**ASSIGNMENT**: Leaving out the pictures, reproduce each record exactly and in full.
• • •
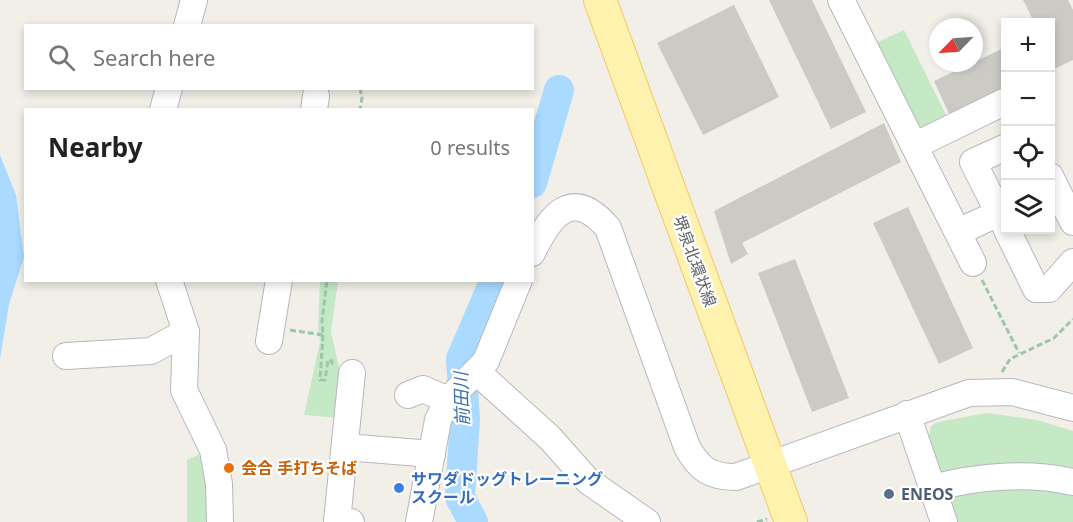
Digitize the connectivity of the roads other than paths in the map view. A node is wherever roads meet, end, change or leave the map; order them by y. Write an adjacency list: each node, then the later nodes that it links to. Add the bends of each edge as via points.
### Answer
1 (194, 0): 4 (street)
2 (600, 0): 33 (main road, 堺泉北環状線)
3 (841, 0): 8 (street)
4 (188, 24)
5 (168, 90): 7 (street)
6 (1001, 103): 8 (street)
7 (164, 108)
8 (916, 145): 14 (street)
9 (1001, 149): 11 (street, via 974,162)
10 (1052, 180): 12 (street)
11 (1001, 217)
12 (1073, 222)
13 (1001, 224): 14 (street)
14 (958, 232): 18 (street)
15 (1009, 234): 17 (street, via 1036,289 1049,289)
16 (534, 249): 33 (street, via 545,226 559,212 579,207 595,213 608,228 694,462 706,473 719,477 736,477)
17 (1073, 262)
18 (973, 263)
19 (171, 282): 22 (street)
20 (279, 282): 23 (street)
21 (511, 282): 26 (street, via 486,362)
22 (186, 332): 24 (street, via 151,351); 37 (street, via 184,390 213,450)
23 (270, 334)
24 (66, 356)
25 (352, 373): 31 (street)
26 (475, 374): 28 (street); 39 (street, via 550,438 588,481)
27 (408, 395): 28 (street, via 423,389)
28 (450, 398): 32 (street, via 438,420)
29 (1073, 408): 30 (street, via 1012,392 969,393)
30 (907, 414): 33 (street); 35 (street)
31 (345, 447): 32 (street); 38 (street, via 337,521)
32 (432, 454): 36 (street)
33 (770, 465): 40 (main road, 堺泉北環状線)
34 (1073, 482): 35 (street, via 1012,477 965,479)
35 (933, 488): 41 (street)
36 (421, 521)
37 (220, 522)
38 (351, 522)
39 (647, 522)
40 (791, 522)
41 (944, 522)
• • •
**SOLUTION FOR THIS PROBLEM**:
Digitize the connectivity of the roads other than paths in the map view. A node is wherever roads meet, end, change or leave the map; order them by y. Write an adjacency list: each node, then the later nodes that it links to. Add the bends of each edge as via points.
### Answer
1 (194, 0): 4 (street)
2 (600, 0): 33 (main road, 堺泉北環状線)
3 (841, 0): 8 (street)
4 (188, 24)
5 (168, 90): 7 (street)
6 (1001, 103): 8 (street)
7 (164, 108)
8 (916, 145): 14 (street)
9 (1001, 149): 11 (street, via 974,162)
10 (1052, 180): 12 (street)
11 (1001, 217)
12 (1073, 222)
13 (1001, 224): 14 (street)
14 (958, 232): 18 (street)
15 (1009, 234): 17 (street, via 1036,289 1049,289)
16 (534, 249): 33 (street, via 545,226 559,212 579,207 595,213 608,228 694,462 706,473 719,477 736,477)
17 (1073, 262)
18 (973, 263)
19 (171, 282): 22 (street)
20 (279, 282): 23 (street)
21 (511, 282): 26 (street, via 486,362)
22 (186, 332): 24 (street, via 151,351); 37 (street, via 184,390 213,450)
23 (270, 334)
24 (66, 356)
25 (352, 373): 31 (street)
26 (475, 374): 28 (street); 39 (street, via 550,438 588,481)
27 (408, 395): 28 (street, via 423,389)
28 (450, 398): 32 (street, via 438,420)
29 (1073, 408): 30 (street, via 1012,392 969,393)
30 (907, 414): 33 (street); 35 (street)
31 (345, 447): 32 (street); 38 (street, via 337,521)
32 (432, 454): 36 (street)
33 (770, 465): 40 (main road, 堺泉北環状線)
34 (1073, 482): 35 (street, via 1012,477 965,479)
35 (933, 488): 41 (street)
36 (421, 521)
37 (220, 522)
38 (351, 522)
39 (647, 522)
40 (791, 522)
41 (944, 522)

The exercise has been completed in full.